There are similar questions to this like list search but this question is focused on finding at subset of dates in DateList format within a range of specified dates from the original key list. The actual list of events is large at ~300,000 x 60 table covering 18 months of activities. The dates are indexed but this maybe not the best approach for find the subset items. I have generated a sample set of the same format using

sampledata = Table[DateString[DatePlus[DateList[][[1 ;; 3]],
  RandomInteger[547]], {"Month",",", "Day", ",", "Year"}], {i, 2000}];

I am attempting to use the keys from position index to

dates = PositionIndex[ DateList[{#, {"Month", "Day", "Year"}}][[1 ;; 3]] & /@ sampledata]

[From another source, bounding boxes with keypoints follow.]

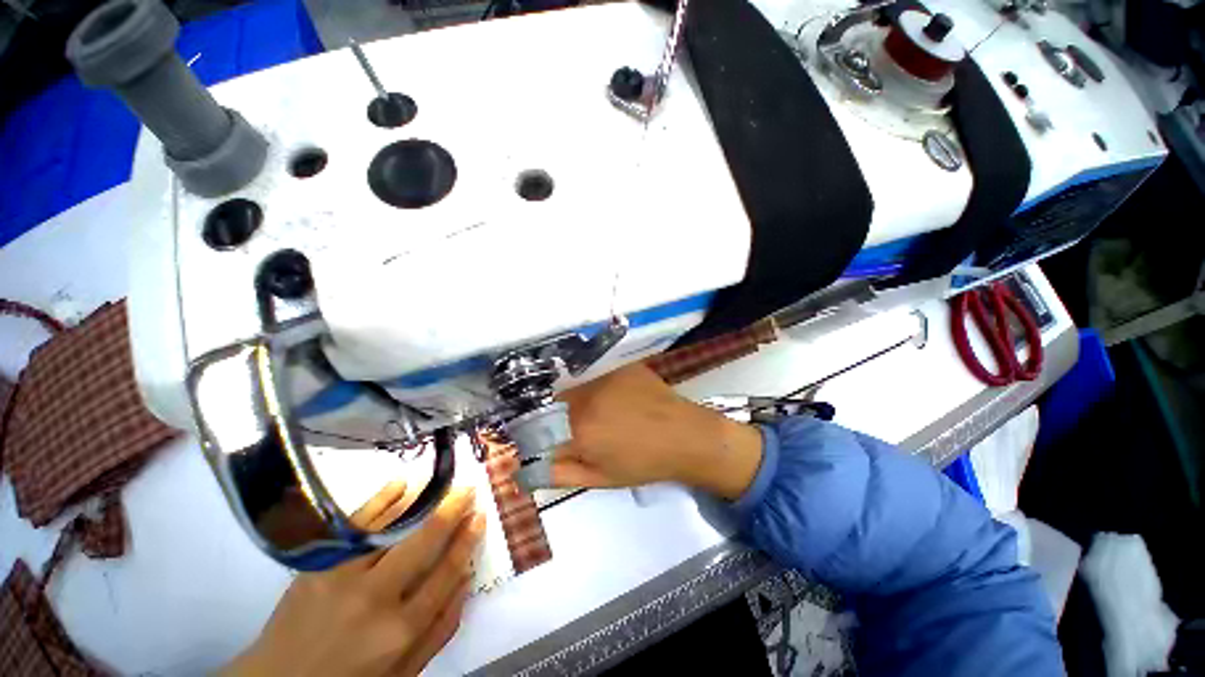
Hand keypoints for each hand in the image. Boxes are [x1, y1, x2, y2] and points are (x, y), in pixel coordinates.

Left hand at [222, 482, 485, 676]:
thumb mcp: (403, 673)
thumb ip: (440, 631)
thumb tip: (467, 580)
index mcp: (399, 631)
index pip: (446, 572)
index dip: (467, 540)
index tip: (480, 516)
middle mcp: (375, 598)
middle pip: (424, 541)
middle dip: (452, 510)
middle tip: (469, 489)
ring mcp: (342, 577)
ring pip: (393, 527)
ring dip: (423, 499)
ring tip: (444, 482)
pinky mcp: (318, 565)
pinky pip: (356, 524)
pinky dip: (382, 499)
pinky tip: (402, 483)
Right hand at [551, 364, 763, 499]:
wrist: (685, 436)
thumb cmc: (644, 463)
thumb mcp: (600, 478)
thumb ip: (560, 473)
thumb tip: (527, 470)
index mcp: (578, 429)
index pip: (540, 427)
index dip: (545, 434)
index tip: (558, 438)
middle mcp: (587, 397)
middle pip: (558, 402)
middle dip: (564, 416)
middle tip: (588, 427)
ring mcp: (606, 377)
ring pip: (579, 387)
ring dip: (584, 399)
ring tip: (609, 412)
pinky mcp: (622, 366)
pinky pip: (601, 375)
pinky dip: (604, 387)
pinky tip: (623, 398)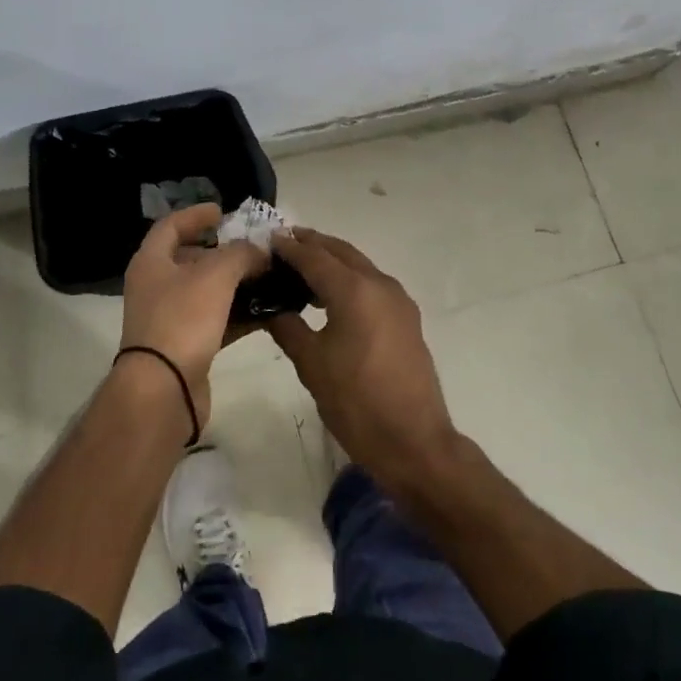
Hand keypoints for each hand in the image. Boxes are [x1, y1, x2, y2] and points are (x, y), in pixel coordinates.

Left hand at [120, 203, 267, 429]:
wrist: (163, 389)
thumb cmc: (183, 320)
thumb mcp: (216, 275)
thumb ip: (241, 254)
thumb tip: (259, 251)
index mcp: (151, 262)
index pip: (170, 226)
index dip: (195, 215)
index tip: (223, 211)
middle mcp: (155, 287)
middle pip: (190, 259)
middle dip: (223, 251)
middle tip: (254, 247)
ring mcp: (169, 319)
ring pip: (205, 292)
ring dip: (235, 283)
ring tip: (267, 277)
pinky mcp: (185, 346)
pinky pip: (215, 321)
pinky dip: (238, 314)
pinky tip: (266, 312)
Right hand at [266, 228, 458, 490]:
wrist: (413, 441)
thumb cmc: (356, 402)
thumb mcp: (311, 364)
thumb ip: (288, 327)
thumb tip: (271, 308)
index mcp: (354, 290)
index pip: (314, 257)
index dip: (289, 247)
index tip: (267, 239)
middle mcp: (380, 284)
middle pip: (341, 252)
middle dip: (313, 244)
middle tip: (284, 244)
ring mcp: (398, 300)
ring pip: (359, 266)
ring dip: (332, 260)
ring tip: (302, 268)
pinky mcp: (406, 318)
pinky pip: (372, 284)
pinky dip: (349, 279)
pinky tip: (330, 297)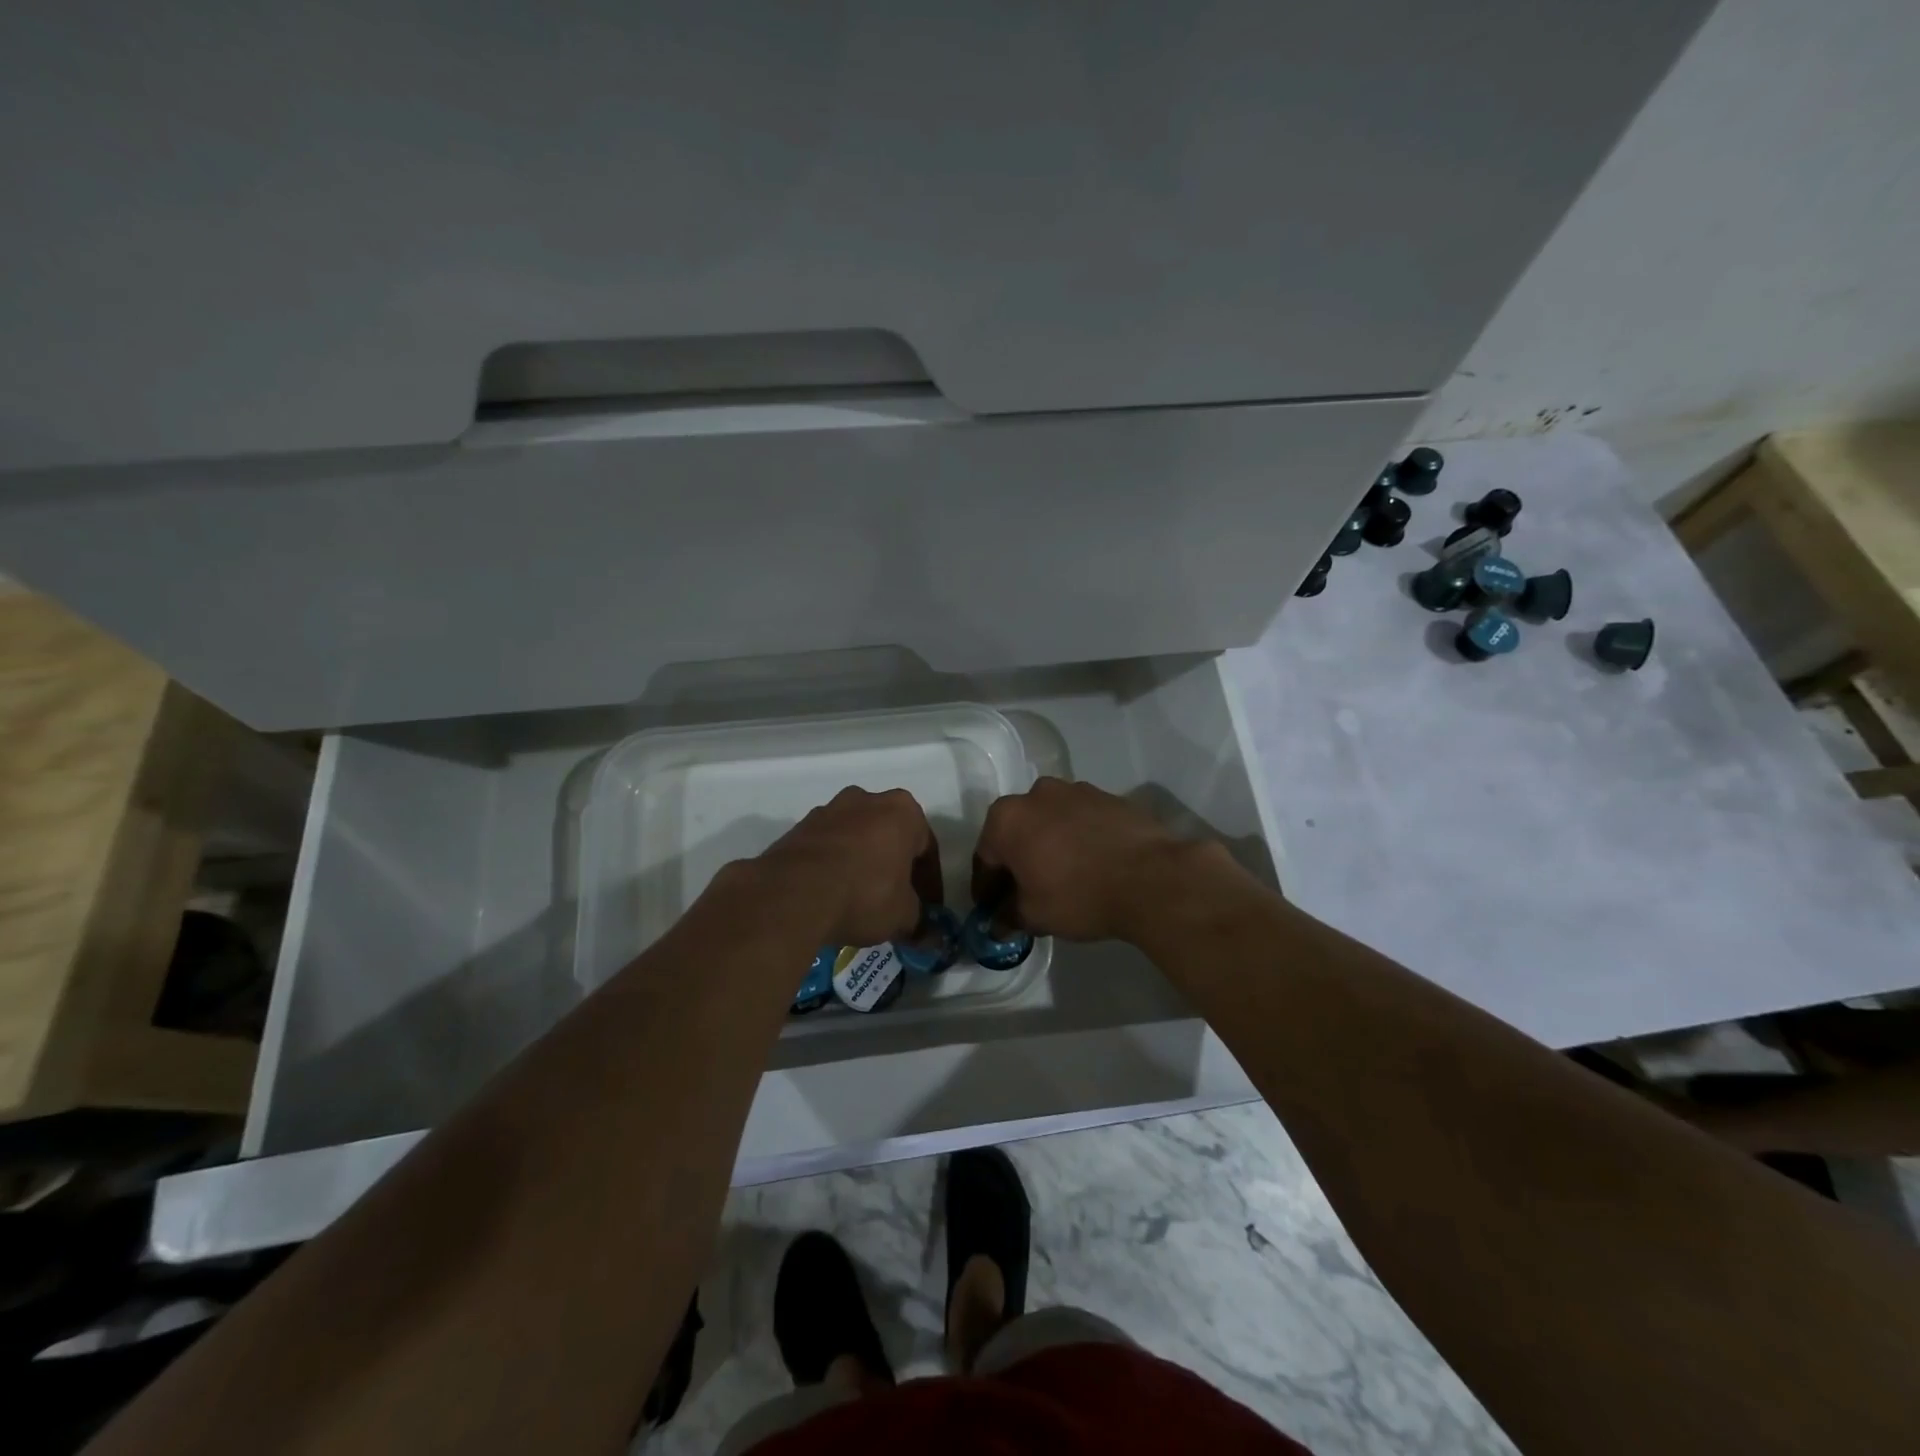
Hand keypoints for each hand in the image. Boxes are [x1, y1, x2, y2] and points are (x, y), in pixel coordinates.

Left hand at [755, 787, 941, 946]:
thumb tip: (928, 937)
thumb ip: (919, 921)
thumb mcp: (902, 915)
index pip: (927, 848)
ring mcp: (829, 810)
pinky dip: (834, 867)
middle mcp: (867, 800)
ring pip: (857, 839)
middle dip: (895, 867)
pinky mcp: (799, 827)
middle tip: (897, 901)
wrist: (793, 893)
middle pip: (890, 836)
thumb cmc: (865, 894)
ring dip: (863, 864)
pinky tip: (832, 896)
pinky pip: (828, 848)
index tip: (929, 909)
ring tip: (861, 900)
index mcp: (903, 810)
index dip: (930, 883)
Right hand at [972, 777, 1193, 941]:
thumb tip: (998, 924)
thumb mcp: (1034, 916)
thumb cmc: (1078, 895)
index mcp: (1007, 818)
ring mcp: (1075, 790)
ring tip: (1062, 876)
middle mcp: (1036, 795)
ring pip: (1050, 821)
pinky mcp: (1108, 797)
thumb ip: (1009, 916)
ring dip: (1048, 845)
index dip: (986, 887)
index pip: (985, 857)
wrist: (1150, 877)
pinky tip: (1090, 864)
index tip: (990, 908)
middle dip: (1017, 861)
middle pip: (1017, 832)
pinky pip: (1081, 820)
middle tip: (1024, 892)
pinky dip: (1078, 838)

but the search method may be too slow to embed in a Manipulate loop with the date limits dynamically selected from the keys to display the other data associated with the dates.

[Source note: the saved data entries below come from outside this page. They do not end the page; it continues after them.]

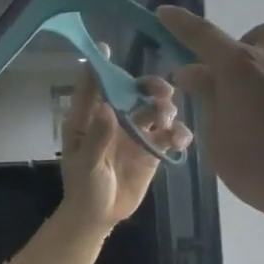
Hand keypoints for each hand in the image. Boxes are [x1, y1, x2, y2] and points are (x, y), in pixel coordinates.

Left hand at [59, 49, 193, 228]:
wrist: (99, 216)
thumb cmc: (83, 188)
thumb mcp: (85, 164)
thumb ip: (96, 137)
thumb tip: (107, 108)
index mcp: (89, 118)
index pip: (93, 86)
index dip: (100, 66)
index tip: (108, 47)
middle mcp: (114, 119)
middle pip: (133, 92)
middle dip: (149, 87)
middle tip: (162, 93)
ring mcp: (135, 134)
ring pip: (155, 110)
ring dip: (165, 108)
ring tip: (167, 120)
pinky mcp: (152, 151)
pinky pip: (169, 136)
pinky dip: (178, 134)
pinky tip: (180, 140)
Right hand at [158, 7, 263, 226]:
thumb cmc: (263, 171)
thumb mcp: (218, 141)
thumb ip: (207, 99)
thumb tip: (194, 71)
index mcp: (242, 68)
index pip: (203, 36)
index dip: (181, 24)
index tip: (166, 13)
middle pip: (256, 38)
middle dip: (242, 54)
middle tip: (236, 88)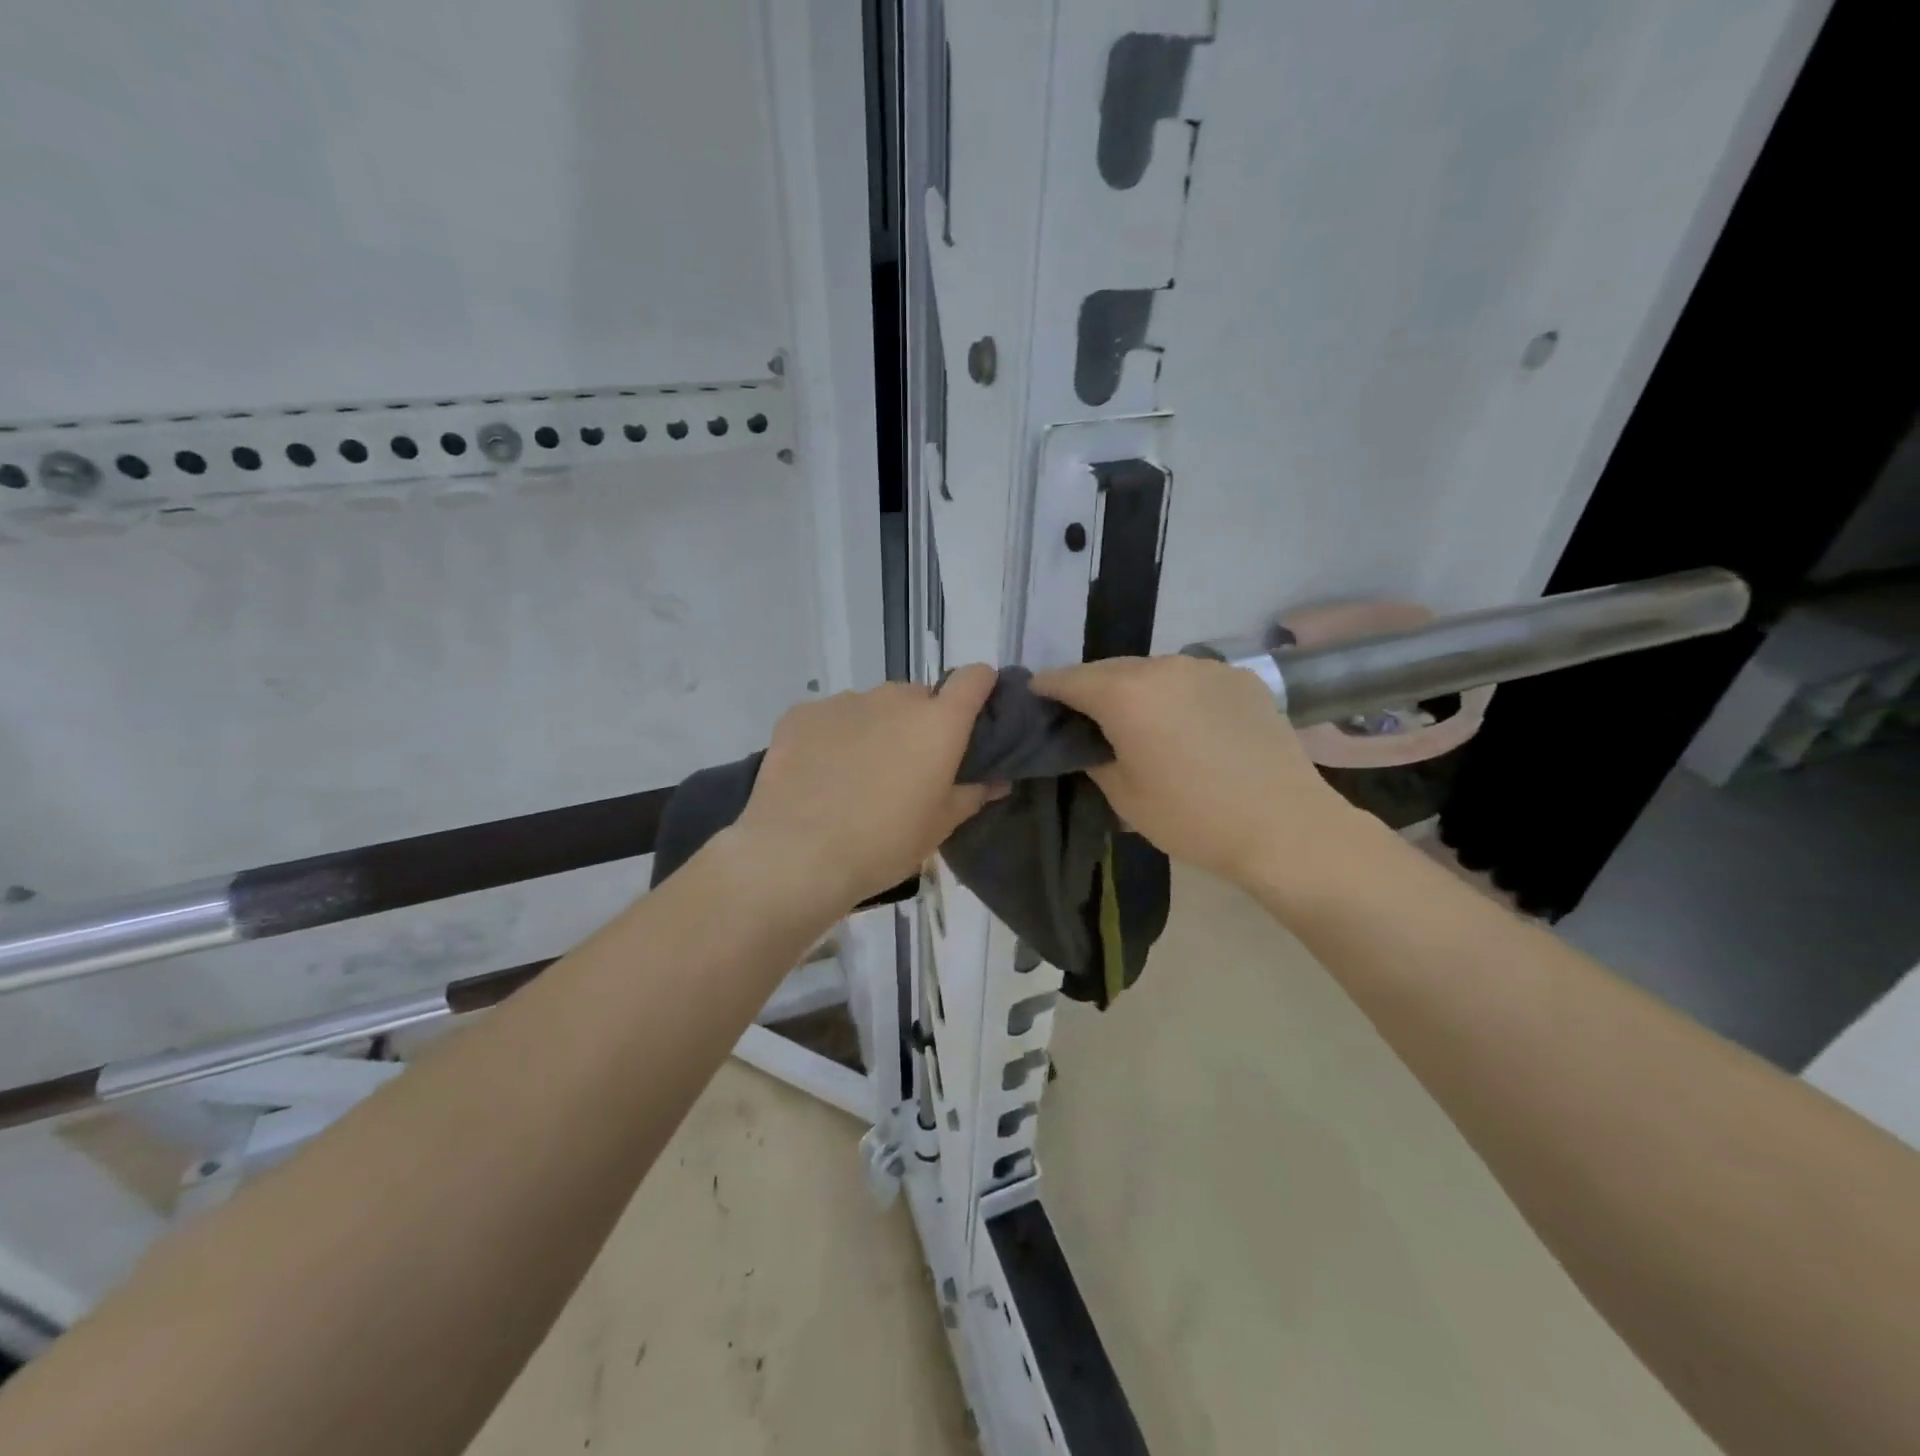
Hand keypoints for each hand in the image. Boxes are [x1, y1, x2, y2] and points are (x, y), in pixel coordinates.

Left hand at [735, 665, 1003, 907]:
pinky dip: (833, 736)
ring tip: (856, 775)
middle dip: (919, 723)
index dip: (979, 688)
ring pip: (873, 707)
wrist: (796, 856)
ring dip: (875, 728)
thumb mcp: (937, 827)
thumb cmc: (883, 844)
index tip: (973, 714)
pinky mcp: (802, 713)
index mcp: (938, 723)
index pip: (973, 678)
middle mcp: (894, 698)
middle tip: (907, 767)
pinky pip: (830, 717)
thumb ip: (971, 795)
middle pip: (919, 697)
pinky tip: (819, 774)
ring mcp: (845, 701)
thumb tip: (996, 781)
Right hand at [1031, 655, 1357, 889]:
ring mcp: (1207, 667)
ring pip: (1152, 671)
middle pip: (1109, 670)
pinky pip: (1190, 679)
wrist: (1285, 825)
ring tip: (1140, 724)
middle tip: (1084, 720)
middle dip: (1091, 690)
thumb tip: (1085, 740)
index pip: (1068, 679)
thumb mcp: (1124, 795)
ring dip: (1135, 690)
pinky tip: (1187, 726)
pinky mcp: (1240, 677)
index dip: (1045, 690)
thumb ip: (1092, 756)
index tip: (1035, 702)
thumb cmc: (1193, 817)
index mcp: (1125, 693)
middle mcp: (1163, 665)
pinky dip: (1176, 694)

upperlimit = {2015, 1, 30};
lowerlimit = {2015, 1, 15};

datekeys = Flatten[Position[(DateDifference[#, upperlimit ] > Quantity[0, "Days"] 
&& DateDifference[#, lowerlimit] < Quantity[0, "Days"]) & /@ dates, True]]

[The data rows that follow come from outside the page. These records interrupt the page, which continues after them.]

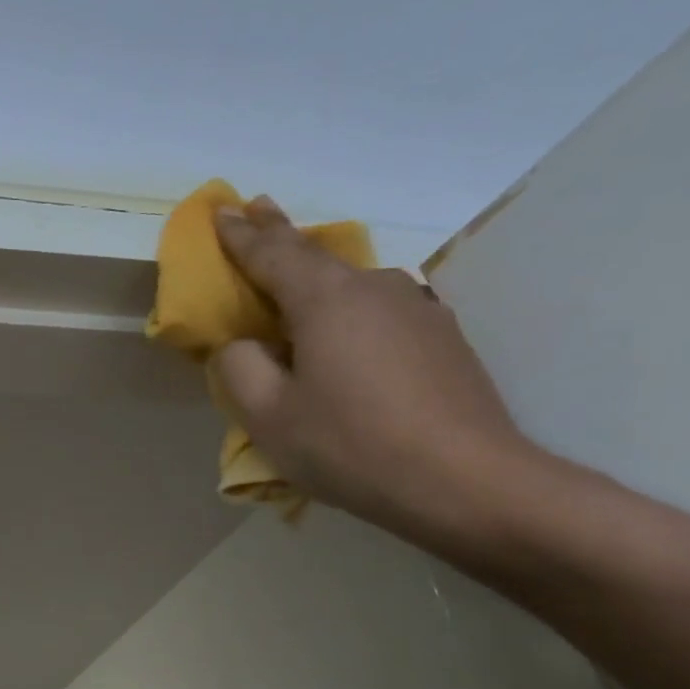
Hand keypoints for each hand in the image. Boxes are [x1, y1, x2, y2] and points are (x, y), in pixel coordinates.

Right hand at [212, 196, 534, 536]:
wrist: (468, 482)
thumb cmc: (351, 446)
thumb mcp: (268, 416)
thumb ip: (239, 368)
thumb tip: (243, 345)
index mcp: (326, 300)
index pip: (271, 254)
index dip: (239, 234)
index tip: (221, 209)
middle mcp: (375, 289)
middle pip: (316, 253)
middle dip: (280, 230)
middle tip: (259, 206)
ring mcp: (417, 310)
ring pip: (352, 282)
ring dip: (317, 273)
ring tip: (297, 275)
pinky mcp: (442, 339)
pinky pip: (379, 310)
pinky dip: (349, 309)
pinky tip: (346, 332)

selecteddates = Sort[Flatten[dateindex[dates[[#]]] & /@ datekeys]]

Gives the index of the original data list

sampledata[[selecteddates]] 

I chose this method to generate the date index outside of the Manipulate call since the other functions are fast. Any suggestions on how to speed up the process?

ex-kiwi
  • 157
  • 5

2 Answers2

1

Try working with DateObjects instead of strings from DateString.

sampleDates = 
  DateObject[(FromDigits /@ StringSplit[#, ","])[[{3, 1, 2}]]] & /@ sampledata;

{upperlimit, lowerlimit} = 
  DateObject/@ {{2017, 1, 30}, {2017, 1, 1}};

With everything as DateObjects the matching does not need to translate from a string into a date for every comparison. Now operators like Between can be used directly.

selecteddates = 
  Flatten[Position[sampleDates, #] & /@ 
    Select[sampleDates, Between[{lowerlimit, upperlimit}]]];

sampledata[[selecteddates]]

If you want to view dates in that particular format then use the DataFormat option of DateObject.

Hope this helps.

Edmund
  • 42,267
  • 3
  • 51
  • 143
  • I tried Parallelize@Select to try and speed it up but it doesn't help as it does not parallel select. – Edmund Dec 02 '15 at 09:25
0

Adapting Edmund's answer to Dataset - given sampleDates:

ds = Dataset[sampleDates][
 Select[Between[DateObject@{{2017, 1, 1}, {2017, 1, 30}}]]]

Then, can easily post process, eg, makeshift calendar:

ds[GroupBy[DateValue[#, "Week"] &] /* KeySort, Sort]

enter image description here

Who knows why Jan 1 is in week 52.

alancalvitti
  • 15,143
  • 3
  • 27
  • 92